EXERCISE REQUIREMENTS
Would you output, exactly as written, the line with "ring dip: (820, 970)" and all lines after it to the end of the data below, and no others?

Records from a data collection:

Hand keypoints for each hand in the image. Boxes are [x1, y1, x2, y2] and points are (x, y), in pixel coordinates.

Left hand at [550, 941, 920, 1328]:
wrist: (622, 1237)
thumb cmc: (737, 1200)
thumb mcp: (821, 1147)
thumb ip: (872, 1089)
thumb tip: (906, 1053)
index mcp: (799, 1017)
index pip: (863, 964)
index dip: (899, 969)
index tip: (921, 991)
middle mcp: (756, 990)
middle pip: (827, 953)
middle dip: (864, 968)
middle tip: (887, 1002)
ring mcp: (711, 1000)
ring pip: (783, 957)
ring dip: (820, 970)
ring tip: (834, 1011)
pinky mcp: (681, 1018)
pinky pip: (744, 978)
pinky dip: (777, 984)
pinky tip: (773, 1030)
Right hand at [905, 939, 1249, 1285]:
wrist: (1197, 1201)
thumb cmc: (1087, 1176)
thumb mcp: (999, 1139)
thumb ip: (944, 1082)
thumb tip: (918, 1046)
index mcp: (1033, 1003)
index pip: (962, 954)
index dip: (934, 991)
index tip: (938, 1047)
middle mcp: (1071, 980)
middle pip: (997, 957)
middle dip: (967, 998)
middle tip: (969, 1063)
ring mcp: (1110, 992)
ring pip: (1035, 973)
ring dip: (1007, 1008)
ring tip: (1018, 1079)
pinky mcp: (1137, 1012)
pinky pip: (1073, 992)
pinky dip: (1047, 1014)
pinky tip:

RESULT OF THE EXERCISE
ring dip: (820, 970)
ring tip: (834, 1011)
pinky mcp: (681, 1018)
pinky pip: (744, 978)
pinky dip: (777, 984)
pinky tip: (773, 1030)
Right hand at [905, 939, 1249, 1285]:
wrist: (1197, 1201)
thumb cmc: (1087, 1176)
thumb mcp: (999, 1139)
thumb ip: (944, 1082)
thumb tip: (918, 1046)
index mcp: (1033, 1003)
index pip: (962, 954)
index dip: (934, 991)
index tip: (938, 1047)
middle mcp: (1071, 980)
middle pip: (997, 957)
middle dip: (967, 998)
middle tip: (969, 1063)
ring mcp: (1110, 992)
ring pip: (1035, 973)
ring dip: (1007, 1008)
ring tip: (1018, 1079)
pinky mcp: (1137, 1012)
pinky pip: (1073, 992)
pinky dip: (1047, 1014)
pinky tip:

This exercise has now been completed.